Monday, July 2, 2012

Industrial Engineering - Some Historical Incidents

Industrial Engineering - Some Historical Incidents

Industrial Engineering - Some Historical Incidents


Industrial Engineering and ASME

Management with engineering got associated  in the United States in ASME  when Taylor spoke of shop management. The concern for management issues  occupied the attention of the earlier ASME presidents. In fact, R.H. Thurston  the first ASME president, in his inaugural address, included social economy among the "Objects of the Society."[1]  H.R. Towne, in his" The Engineer as Economist, [2] included "shop management" as a field of interest, but, in an ASME session, substituting for President Coleman Sellars, [3] he suggested "industrial or economic questions" because ASME had, among its membership, "more than the Civil Engineers or the Mining Engineers men who are managers of labor, who are either owners or representatives of owners, and who, therefore, control capital." In 1920, the ASME council approved and adopted the First Report of the Committee of Aims and Organizations with L.C. Marburg as Chairman, which included the statement: …that Industrial Engineering is a major subject for consideration by the Society and shall be placed on par with all major subjects[3]. In his Cost and Production Handbook, L.P. Alford [4],  included under the  term Industrial Engineering, the "laws" of Taylor and  Fayol, as well as that  of himself.
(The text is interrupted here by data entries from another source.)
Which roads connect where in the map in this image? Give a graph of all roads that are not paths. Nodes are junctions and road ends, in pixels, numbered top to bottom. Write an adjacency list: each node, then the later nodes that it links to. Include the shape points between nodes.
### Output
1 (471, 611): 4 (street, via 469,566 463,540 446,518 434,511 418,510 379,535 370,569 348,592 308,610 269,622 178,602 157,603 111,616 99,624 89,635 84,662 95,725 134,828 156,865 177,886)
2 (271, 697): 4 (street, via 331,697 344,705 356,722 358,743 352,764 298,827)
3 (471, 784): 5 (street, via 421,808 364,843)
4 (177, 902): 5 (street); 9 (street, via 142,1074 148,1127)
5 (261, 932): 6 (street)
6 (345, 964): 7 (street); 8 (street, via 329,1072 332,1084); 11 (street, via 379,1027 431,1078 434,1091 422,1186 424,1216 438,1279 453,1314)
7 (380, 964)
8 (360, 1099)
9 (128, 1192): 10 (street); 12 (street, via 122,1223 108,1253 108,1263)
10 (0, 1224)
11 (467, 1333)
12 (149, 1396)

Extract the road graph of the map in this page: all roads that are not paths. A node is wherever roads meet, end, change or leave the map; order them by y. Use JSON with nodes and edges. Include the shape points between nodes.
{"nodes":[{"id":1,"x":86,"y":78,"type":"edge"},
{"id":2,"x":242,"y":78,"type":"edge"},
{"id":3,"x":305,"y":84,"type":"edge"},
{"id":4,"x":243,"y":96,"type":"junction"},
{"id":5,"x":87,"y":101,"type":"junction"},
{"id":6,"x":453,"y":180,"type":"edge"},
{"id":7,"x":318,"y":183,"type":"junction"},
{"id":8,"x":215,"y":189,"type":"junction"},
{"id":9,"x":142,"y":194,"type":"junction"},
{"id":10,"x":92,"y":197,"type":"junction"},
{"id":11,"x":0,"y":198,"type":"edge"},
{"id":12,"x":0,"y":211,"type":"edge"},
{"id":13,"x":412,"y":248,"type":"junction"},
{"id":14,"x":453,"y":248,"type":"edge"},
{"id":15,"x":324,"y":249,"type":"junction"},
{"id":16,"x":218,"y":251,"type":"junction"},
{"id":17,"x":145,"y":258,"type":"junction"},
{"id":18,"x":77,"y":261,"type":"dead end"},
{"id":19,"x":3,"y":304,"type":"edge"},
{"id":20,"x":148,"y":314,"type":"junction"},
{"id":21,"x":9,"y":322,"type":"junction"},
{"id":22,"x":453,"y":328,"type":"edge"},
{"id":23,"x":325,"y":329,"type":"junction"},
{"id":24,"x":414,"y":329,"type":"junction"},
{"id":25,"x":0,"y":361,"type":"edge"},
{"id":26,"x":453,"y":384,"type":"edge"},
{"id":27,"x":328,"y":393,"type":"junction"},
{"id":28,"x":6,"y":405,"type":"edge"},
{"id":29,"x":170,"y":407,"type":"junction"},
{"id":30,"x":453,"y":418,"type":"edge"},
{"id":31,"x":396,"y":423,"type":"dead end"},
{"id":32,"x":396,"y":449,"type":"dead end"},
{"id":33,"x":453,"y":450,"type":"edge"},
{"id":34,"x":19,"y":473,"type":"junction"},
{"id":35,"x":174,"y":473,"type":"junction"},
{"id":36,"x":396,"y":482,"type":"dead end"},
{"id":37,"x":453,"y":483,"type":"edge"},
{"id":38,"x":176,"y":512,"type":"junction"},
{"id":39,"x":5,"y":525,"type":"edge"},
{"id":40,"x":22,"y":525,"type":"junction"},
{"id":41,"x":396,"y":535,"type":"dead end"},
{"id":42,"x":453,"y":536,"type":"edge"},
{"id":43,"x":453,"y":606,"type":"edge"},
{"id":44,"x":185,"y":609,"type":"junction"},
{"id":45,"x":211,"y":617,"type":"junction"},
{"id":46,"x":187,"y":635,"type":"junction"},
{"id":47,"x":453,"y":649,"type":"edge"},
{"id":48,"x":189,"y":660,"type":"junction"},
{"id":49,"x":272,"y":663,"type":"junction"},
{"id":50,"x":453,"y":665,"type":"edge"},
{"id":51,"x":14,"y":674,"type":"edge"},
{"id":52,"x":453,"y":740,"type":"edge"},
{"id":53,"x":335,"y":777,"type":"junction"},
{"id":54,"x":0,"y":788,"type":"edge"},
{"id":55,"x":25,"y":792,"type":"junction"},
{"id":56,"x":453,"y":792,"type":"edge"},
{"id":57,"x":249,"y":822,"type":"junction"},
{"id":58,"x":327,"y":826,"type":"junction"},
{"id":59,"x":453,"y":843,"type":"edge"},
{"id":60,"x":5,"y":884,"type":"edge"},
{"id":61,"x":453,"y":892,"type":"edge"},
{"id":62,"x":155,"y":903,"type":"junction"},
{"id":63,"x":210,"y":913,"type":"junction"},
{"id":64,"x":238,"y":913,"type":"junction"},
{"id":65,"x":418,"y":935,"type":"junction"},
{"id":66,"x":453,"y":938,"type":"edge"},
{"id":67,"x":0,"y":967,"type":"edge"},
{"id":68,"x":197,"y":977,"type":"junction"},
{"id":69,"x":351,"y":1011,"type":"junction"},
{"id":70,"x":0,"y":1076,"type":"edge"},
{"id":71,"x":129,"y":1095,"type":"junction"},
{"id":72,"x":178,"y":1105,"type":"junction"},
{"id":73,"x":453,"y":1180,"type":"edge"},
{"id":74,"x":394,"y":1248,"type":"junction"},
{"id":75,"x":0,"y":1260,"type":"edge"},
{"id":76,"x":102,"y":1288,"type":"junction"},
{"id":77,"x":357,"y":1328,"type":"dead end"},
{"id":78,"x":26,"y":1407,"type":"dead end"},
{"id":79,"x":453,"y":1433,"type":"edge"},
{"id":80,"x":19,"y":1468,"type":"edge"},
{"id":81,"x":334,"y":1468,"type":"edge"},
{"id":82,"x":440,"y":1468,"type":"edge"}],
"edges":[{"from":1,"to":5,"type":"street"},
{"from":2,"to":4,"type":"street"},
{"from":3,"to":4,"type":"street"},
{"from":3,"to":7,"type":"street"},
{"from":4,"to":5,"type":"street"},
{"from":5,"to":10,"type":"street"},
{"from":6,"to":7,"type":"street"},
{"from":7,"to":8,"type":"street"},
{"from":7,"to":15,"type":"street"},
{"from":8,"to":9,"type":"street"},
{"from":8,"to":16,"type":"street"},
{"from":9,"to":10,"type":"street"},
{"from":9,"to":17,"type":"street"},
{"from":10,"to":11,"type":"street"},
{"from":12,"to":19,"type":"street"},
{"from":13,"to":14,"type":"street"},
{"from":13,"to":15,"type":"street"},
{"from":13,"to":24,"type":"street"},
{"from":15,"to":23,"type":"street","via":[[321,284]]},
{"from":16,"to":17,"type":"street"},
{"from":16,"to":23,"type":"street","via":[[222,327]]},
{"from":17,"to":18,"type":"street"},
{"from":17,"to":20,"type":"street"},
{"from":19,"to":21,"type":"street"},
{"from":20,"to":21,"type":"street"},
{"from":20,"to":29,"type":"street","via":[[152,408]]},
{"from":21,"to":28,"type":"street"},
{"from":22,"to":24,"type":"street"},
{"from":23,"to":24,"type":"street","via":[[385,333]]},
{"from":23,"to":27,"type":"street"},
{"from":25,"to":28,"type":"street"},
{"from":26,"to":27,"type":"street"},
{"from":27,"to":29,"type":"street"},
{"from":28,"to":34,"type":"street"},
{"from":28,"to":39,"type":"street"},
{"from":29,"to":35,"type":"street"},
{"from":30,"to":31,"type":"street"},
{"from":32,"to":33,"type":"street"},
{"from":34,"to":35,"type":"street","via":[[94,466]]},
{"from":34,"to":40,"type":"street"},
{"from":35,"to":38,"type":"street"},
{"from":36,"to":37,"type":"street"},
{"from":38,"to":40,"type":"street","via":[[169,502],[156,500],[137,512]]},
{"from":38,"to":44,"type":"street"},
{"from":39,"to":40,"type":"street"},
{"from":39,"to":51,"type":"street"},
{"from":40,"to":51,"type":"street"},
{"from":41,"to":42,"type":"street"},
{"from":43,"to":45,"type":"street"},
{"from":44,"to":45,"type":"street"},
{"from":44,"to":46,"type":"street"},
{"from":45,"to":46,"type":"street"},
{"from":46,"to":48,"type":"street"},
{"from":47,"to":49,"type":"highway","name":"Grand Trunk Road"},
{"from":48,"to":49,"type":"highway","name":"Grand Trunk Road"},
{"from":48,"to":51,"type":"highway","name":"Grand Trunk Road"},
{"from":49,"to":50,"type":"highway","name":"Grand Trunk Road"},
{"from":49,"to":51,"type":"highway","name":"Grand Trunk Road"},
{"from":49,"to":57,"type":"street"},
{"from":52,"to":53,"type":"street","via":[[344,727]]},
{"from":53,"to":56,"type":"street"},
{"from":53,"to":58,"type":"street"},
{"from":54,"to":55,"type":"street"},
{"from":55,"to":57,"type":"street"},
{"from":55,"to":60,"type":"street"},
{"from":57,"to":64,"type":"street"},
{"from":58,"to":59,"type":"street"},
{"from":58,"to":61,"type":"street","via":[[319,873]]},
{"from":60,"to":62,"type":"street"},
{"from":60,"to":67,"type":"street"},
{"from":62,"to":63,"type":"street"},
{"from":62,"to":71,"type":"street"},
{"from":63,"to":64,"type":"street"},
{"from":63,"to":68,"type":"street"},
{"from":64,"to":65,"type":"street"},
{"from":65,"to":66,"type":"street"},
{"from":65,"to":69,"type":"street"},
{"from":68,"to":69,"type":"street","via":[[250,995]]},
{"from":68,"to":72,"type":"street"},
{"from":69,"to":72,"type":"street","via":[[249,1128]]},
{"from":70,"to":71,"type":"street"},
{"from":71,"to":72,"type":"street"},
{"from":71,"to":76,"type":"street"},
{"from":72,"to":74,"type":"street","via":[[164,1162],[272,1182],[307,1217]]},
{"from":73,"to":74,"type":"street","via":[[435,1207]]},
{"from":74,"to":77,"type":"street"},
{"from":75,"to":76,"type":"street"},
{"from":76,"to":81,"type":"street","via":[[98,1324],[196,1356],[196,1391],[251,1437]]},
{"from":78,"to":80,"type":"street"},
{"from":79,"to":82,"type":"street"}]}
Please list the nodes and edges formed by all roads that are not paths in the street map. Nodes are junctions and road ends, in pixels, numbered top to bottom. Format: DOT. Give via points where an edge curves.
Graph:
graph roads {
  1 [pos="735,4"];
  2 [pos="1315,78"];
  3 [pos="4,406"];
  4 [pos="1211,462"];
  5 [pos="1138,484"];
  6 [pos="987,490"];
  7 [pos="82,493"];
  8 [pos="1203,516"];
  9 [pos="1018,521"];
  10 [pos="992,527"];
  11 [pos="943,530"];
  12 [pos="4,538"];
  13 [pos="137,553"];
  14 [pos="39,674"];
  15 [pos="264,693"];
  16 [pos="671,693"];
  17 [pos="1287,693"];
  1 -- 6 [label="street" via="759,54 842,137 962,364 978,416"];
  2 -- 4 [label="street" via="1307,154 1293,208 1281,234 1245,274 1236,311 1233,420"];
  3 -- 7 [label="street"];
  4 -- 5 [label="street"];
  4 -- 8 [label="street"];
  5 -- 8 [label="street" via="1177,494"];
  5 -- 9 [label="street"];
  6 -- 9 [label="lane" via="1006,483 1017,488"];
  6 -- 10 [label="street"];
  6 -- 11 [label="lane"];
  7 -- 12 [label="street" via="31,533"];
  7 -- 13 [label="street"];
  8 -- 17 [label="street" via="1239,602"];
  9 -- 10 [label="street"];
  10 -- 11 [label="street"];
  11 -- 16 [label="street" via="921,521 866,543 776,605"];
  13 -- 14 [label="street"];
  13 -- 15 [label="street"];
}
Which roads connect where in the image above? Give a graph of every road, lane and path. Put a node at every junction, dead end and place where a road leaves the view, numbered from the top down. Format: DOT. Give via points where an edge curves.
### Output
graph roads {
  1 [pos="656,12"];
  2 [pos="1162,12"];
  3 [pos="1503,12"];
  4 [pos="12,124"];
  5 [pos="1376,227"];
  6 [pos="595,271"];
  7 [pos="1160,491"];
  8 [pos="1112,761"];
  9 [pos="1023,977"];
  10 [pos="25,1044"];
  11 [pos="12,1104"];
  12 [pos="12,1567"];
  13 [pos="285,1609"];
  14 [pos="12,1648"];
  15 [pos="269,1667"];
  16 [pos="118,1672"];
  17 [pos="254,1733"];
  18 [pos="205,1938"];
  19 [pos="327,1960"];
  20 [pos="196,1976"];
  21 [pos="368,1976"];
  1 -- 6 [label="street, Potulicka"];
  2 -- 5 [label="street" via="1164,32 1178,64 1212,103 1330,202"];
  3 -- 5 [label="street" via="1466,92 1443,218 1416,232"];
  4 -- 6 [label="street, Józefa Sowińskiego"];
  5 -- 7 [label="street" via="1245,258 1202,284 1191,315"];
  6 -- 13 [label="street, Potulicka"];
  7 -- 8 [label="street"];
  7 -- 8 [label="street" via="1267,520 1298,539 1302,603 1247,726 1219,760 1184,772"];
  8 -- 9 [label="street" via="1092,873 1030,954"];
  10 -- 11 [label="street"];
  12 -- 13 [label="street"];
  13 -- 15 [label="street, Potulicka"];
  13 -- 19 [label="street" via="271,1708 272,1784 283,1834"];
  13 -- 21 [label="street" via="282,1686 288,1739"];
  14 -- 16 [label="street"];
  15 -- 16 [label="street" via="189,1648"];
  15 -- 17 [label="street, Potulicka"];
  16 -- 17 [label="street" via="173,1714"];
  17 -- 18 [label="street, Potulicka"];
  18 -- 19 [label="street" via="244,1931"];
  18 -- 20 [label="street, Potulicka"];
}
ASME in 1955, as an outgrowth of its Management Division's Work Standardization Committee (1948), sponsored an IE Terminology [5].  ASME never established an IE division.  IE partisans were active  in its Management Division.  
Some ASME members joined with some non-ASME members to form a group-at first informal, but later formally known as the Society to Promote the Science of Management, which, after Taylor's death in 1915, became known as the Taylor Society. This society, in 1936, merged with the Society of Industrial Engineers, a group which, in 1917  was formed from the Western Efficiency Society (1910) to establish the Society for (the) Advancement of Management (SAM). SAM attracted a wide spectrum of members, some with ASME's Management Division, some with the National Association of Cost Accountants, some with the National Personnel Association, some unattached, to form an overall umbrella for most of the management practitioners. 
In 1948, the American Institute of Industrial Engineers (AIIE) was established: its objectives were many, but the most important was the professional recognition of IE. AIIE published a terminology in 1965 to document terms in common usage [6]. This organization is now known as the Institute of Industrial Engineers (IIE) [7].

Hugo Diemer

Hugo Diemer (1870-1939) was an American engineer, academic and author who in the opening years of the 20th century first used the term Industrial Engineering (IE) to describe a fusion of engineering and business disciplines. In 1909 he set up the first university IE department[8].
In 1901 the term "industrial engineering" was first used in The Engineering Magazine. Diemer wrote article in the Engineering Magazine.

Industrial Engineering  and S.P.E.E. and A.S.E.E.

A.S.E.E. is the American Society for Engineering Education. Society for Promotion of Engineering Education (S.P.E.E.) is the forerunner of A.S.E.E.
A paper with the title “Education for Factory Management” was presented by Hugo Diemer at 1903. Frank B. Gilbreth joined S.P.E.E. in 1911 and he held a Symposium on Scientific Management in 1912. The first official mention of Industrial Engineering in S.P.E.E.  was in 1912 when an Industrial and Efficiency Engineering Committee was established. There were  3 teachers and 8 practitioners, including Frank B. Gilbreth, listed for this group. In 1913 there were 12 teachers and 13 practitioners comprising this Committee.
The Industrial Engineering (I.E.) Committee reappeared in 1917 (after some gap)  with 4 members, Hugo Diemer, J. O. Keller, D. S. Kimball and C. C. Myers7. It continued to be re-approved until it became
the Industrial Engineering Division at the Annual Meeting, June, 24-28, 1940, on the University of California-Berkeley campus16. Thus the earliest use of the term Industrial and Efficiency Engineering occurred in 1912 but the continuous use of the Industrial Engineering title for a Committee began during 1917[9].
1. R. H. Thurston. President's inaugural address. Transactions ASME, 1, 1880, pp. 14-29.
2. H. R. Towne. The engineer as economist. Transactions ASME, VII, 1886, pp. 428-432.
3. W. J. Jaffe, L. P. Alford. The Evolution of Modern Industrial Management. New York University Press, 1957, pp. 29- 34.
4. L. P. Alford (editor). Cost and Production Handbook. New York: Ronald, 1934.
5. Industrial Engineering Terminology, ASME Standard 106, 1955.
6. R. L. Williams, et al. Industrial engineering terminology manual, Journal of Industrial Engineering, AIIE, XVI, No. 6, Nov-Dec 1965.